Room for improvement; no plans to update residence halls


By Brianna Mack
October 17, 2022

An example dorm bed in Woodcrest Hall. Photo by Brianna Mack.
An example dorm bed in Woodcrest Hall. Photo by Brianna Mack.

Improving Cabrini University’s residence halls is a slow-moving process, but students say they appreciate the little progress that was made. The newest residential building on campus opened in 2019. South Residential Hall houses 180 sophomores and juniors.  

South’s communal spaces contain working vending machines and a shared kitchen. Solimar Frias, junior nursing major, said, “The dorm size is perfect for living with another person in one room. She said South is considered the best housing on campus because it is the newest. However, there are still problems with the property. 

Laundry facilities in South Residence Hall. Photo by Ryan Byars.

“In South, our elevator was down probably the whole year. And this is talking about the best housing option out of all of them,” Alayna Lloyd, junior psychology major, said. Lloyd believes better maintenance is the best way to improve dorm life. 

Another residence option on campus, the Cabrini Apartment Complex, is strictly for seniors. Built in 1998, the complex provides seniors with a preview of life after college. Each room has its own full-size kitchen and bathroom, but Frias calls the apartments “outdated.” 

Slow improvements, but they are happening

The process for requesting maintenance for the dorms is straightforward. Students should fill out a work order for anything that is broken. If the request regards a safety concern, students should also contact Public Safety, their Residence Assistant, or Residence Life. Kevin Brenzel, the assistant director of Cabrini’s Residence Life, said safety concerns should not be delayed.
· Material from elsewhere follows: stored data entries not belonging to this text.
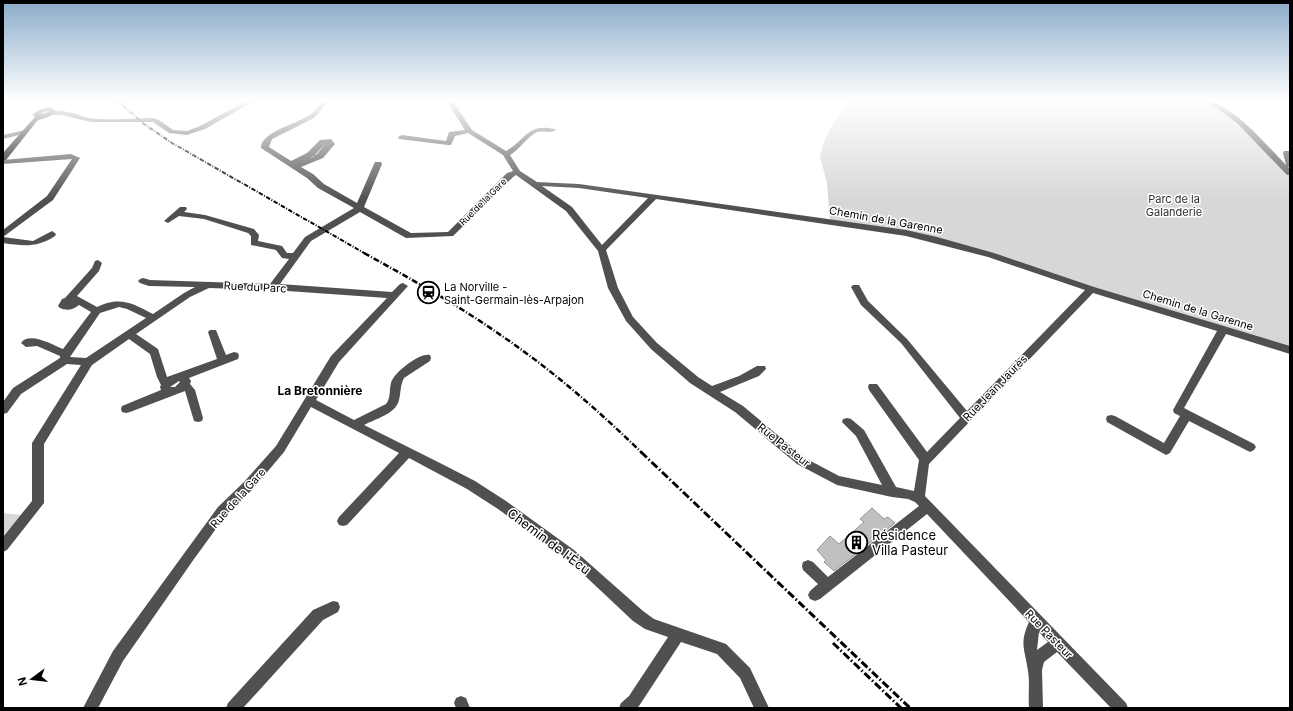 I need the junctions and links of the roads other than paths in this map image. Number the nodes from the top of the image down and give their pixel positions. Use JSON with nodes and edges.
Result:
{"nodes":[{"id":1,"x":20,"y":133,"type":"edge"},
{"id":2,"x":24,"y":133,"type":"edge"},
{"id":3,"x":277,"y":133,"type":"edge"},
{"id":4,"x":457,"y":133,"type":"edge"},
{"id":5,"x":472,"y":133,"type":"edge"},
{"id":6,"x":532,"y":133,"type":"edge"},
{"id":7,"x":1251,"y":133,"type":"edge"},
{"id":8,"x":3,"y":137,"type":"edge"},
{"id":9,"x":402,"y":137,"type":"dead end"},
{"id":10,"x":1287,"y":153,"type":"dead end"},
{"id":11,"x":506,"y":154,"type":"junction"},
{"id":12,"x":3,"y":158,"type":"edge"},
{"id":13,"x":3,"y":162,"type":"edge"},
{"id":14,"x":378,"y":164,"type":"dead end"},
{"id":15,"x":1290,"y":169,"type":"edge"},
{"id":16,"x":517,"y":172,"type":"junction"},
{"id":17,"x":536,"y":186,"type":"junction"},
{"id":18,"x":654,"y":197,"type":"junction"},
{"id":19,"x":359,"y":209,"type":"junction"},
{"id":20,"x":168,"y":221,"type":"dead end"},
{"id":21,"x":3,"y":234,"type":"edge"},
{"id":22,"x":52,"y":234,"type":"dead end"},
{"id":23,"x":3,"y":240,"type":"edge"},
{"id":24,"x":602,"y":250,"type":"junction"},
{"id":25,"x":295,"y":256,"type":"junction"},
{"id":26,"x":98,"y":264,"type":"dead end"},
{"id":27,"x":142,"y":281,"type":"dead end"},
{"id":28,"x":208,"y":285,"type":"junction"},
{"id":29,"x":403,"y":286,"type":"dead end"},
{"id":30,"x":273,"y":287,"type":"junction"},
{"id":31,"x":856,"y":287,"type":"dead end"},
{"id":32,"x":1091,"y":288,"type":"junction"},
{"id":33,"x":394,"y":295,"type":"junction"},
{"id":34,"x":96,"y":311,"type":"junction"},
{"id":35,"x":152,"y":318,"type":"junction"},
{"id":36,"x":1223,"y":330,"type":"junction"},
{"id":37,"x":213,"y":332,"type":"dead end"},
{"id":38,"x":129,"y":334,"type":"junction"},
{"id":39,"x":26,"y":343,"type":"dead end"},
{"id":40,"x":1290,"y":350,"type":"edge"},
{"id":41,"x":234,"y":356,"type":"dead end"},
{"id":42,"x":64,"y":357,"type":"junction"},
{"id":43,"x":426,"y":358,"type":"dead end"},
{"id":44,"x":223,"y":360,"type":"junction"},
{"id":45,"x":88,"y":362,"type":"junction"},
{"id":46,"x":761,"y":369,"type":"dead end"},
{"id":47,"x":183,"y":381,"type":"junction"},
{"id":48,"x":873,"y":387,"type":"dead end"},
{"id":49,"x":168,"y":388,"type":"junction"},
{"id":50,"x":711,"y":391,"type":"junction"},
{"id":51,"x":7,"y":398,"type":"edge"},
{"id":52,"x":309,"y":401,"type":"junction"},
{"id":53,"x":126,"y":409,"type":"dead end"},
{"id":54,"x":3,"y":410,"type":"edge"},
{"id":55,"x":1186,"y":414,"type":"junction"},
{"id":56,"x":198,"y":418,"type":"dead end"},
{"id":57,"x":966,"y":418,"type":"junction"},
{"id":58,"x":1111,"y":419,"type":"dead end"},
{"id":59,"x":847,"y":422,"type":"dead end"},
{"id":60,"x":354,"y":425,"type":"junction"},
{"id":61,"x":1250,"y":447,"type":"dead end"},
{"id":62,"x":407,"y":452,"type":"junction"},
{"id":63,"x":926,"y":460,"type":"junction"},
{"id":64,"x":892,"y":492,"type":"junction"},
{"id":65,"x":923,"y":502,"type":"junction"},
{"id":66,"x":343,"y":520,"type":"dead end"},
{"id":67,"x":3,"y":546,"type":"edge"},
{"id":68,"x":808,"y":566,"type":"dead end"},
{"id":69,"x":828,"y":584,"type":"junction"},
{"id":70,"x":815,"y":595,"type":"dead end"},
{"id":71,"x":333,"y":607,"type":"dead end"},
{"id":72,"x":1037,"y":622,"type":"junction"},
{"id":73,"x":678,"y":634,"type":"junction"},
{"id":74,"x":1057,"y":643,"type":"junction"},
{"id":75,"x":1035,"y":670,"type":"junction"},
{"id":76,"x":90,"y":708,"type":"edge"},
{"id":77,"x":233,"y":708,"type":"edge"},
{"id":78,"x":626,"y":708,"type":"edge"},
{"id":79,"x":762,"y":708,"type":"edge"},
{"id":80,"x":1036,"y":708,"type":"edge"},
{"id":81,"x":1121,"y":708,"type":"edge"}],
"edges":[{"from":1,"to":8,"type":"street"},
{"from":2,"to":12,"type":"main road"},
{"from":3,"to":19,"type":"street"},
{"from":4,"to":9,"type":"street"},
{"from":5,"to":11,"type":"street"},
{"from":6,"to":11,"type":"street"},
{"from":7,"to":15,"type":"street"},
{"from":10,"to":15,"type":"street"},
{"from":11,"to":16,"type":"street"},
{"from":13,"to":21,"type":"street"},
{"from":14,"to":19,"type":"street"},
{"from":16,"to":17,"type":"street","name":"Rue Pasteur"},
{"from":16,"to":19,"type":"street","name":"Rue de la Gare"},
{"from":17,"to":18,"type":"street","name":"Chemin de la Garenne"},
{"from":17,"to":24,"type":"street","name":"Rue Pasteur"},
{"from":18,"to":24,"type":"street"},
{"from":18,"to":32,"type":"street","name":"Chemin de la Garenne"},
{"from":19,"to":25,"type":"street"},
{"from":20,"to":25,"type":"street"},
{"from":22,"to":23,"type":"street"},
{"from":24,"to":50,"type":"street","name":"Rue Pasteur"},
{"from":25,"to":30,"type":"street"},
{"from":26,"to":34,"type":"street"},
{"from":27,"to":28,"type":"street"},
{"from":28,"to":30,"type":"street","name":"Rue du Parc"},
{"from":28,"to":35,"type":"street","name":"Rue du Parc"},
{"from":29,"to":33,"type":"street","name":"Rue de la Gare"},
{"from":30,"to":33,"type":"street","name":"Rue du Parc"},
{"from":31,"to":57,"type":"street"},
{"from":32,"to":36,"type":"street","name":"Chemin de la Garenne"},
{"from":32,"to":57,"type":"street","name":"Rue Jean Jaurès"},
{"from":33,"to":52,"type":"street","name":"Rue de la Gare"},
{"from":34,"to":35,"type":"street"},
{"from":34,"to":42,"type":"street"},
{"from":35,"to":38,"type":"street","name":"Rue du Parc"},
{"from":36,"to":40,"type":"street","name":"Chemin de la Garenne"},
{"from":36,"to":55,"type":"street"},
{"from":37,"to":44,"type":"street"},
{"from":38,"to":45,"type":"street","name":"Rue du Parc"},
{"from":38,"to":49,"type":"street"},
{"from":39,"to":42,"type":"street"},
{"from":41,"to":44,"type":"street"},
{"from":42,"to":45,"type":"street"},
{"from":42,"to":51,"type":"street"},
{"from":43,"to":60,"type":"street"},
{"from":44,"to":47,"type":"street"},
{"from":45,"to":67,"type":"street","name":"Rue du Parc"},
{"from":46,"to":50,"type":"street"},
{"from":47,"to":49,"type":"street"},
{"from":47,"to":56,"type":"street"},
{"from":48,"to":63,"type":"street"},
{"from":49,"to":53,"type":"street"},
{"from":50,"to":64,"type":"street","name":"Rue Pasteur"},
{"from":51,"to":54,"type":"street"},
{"from":52,"to":60,"type":"street","name":"Chemin de l'Écu"},
{"from":52,"to":76,"type":"street","name":"Rue de la Gare"},
{"from":55,"to":58,"type":"street"},
{"from":55,"to":61,"type":"street"},
{"from":57,"to":63,"type":"street","name":"Rue Jean Jaurès"},
{"from":59,"to":64,"type":"street"},
{"from":60,"to":62,"type":"street","name":"Chemin de l'Écu"},
{"from":62,"to":66,"type":"street"},
{"from":62,"to":73,"type":"street","name":"Chemin de l'Écu"},
{"from":63,"to":65,"type":"street"},
{"from":64,"to":65,"type":"street","name":"Rue Pasteur"},
{"from":65,"to":69,"type":"street"},
{"from":65,"to":72,"type":"street","name":"Rue Pasteur"},
{"from":68,"to":69,"type":"street"},
{"from":69,"to":70,"type":"street"},
{"from":71,"to":77,"type":"street"},
{"from":72,"to":74,"type":"street","name":"Rue Pasteur"},
{"from":72,"to":75,"type":"street"},
{"from":73,"to":78,"type":"street"},
{"from":73,"to":79,"type":"street","name":"Chemin de l'Écu"},
{"from":74,"to":75,"type":"street"},
{"from":74,"to":81,"type":"street","name":"Rue Pasteur"},
{"from":75,"to":80,"type":"street"}]}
“I want to make it feel like they appreciate where they live,” Brenzel said. He has worked in Residence Life for 17 years and aspires to bring all his experience in improving residential life to Cabrini’s housing spaces. 

There are no current plans to update the residence halls.

Advice for freshmen

Lloyd said the vending machines don’t often work, and the doors easily jam in Xavier Hall, a first-year housing option. Xavier Hall was built in 1984 and originally housed male students. Located across from Xavier is Woodcrest Hall. Opened in 1969, Woodcrest is the first residence hall built by the university.

Residence Life is located immediately to the right on the first floor of Woodcrest. Public Safety is located in Maguire House, next to East Residence Hall, on Residential Boulevard.  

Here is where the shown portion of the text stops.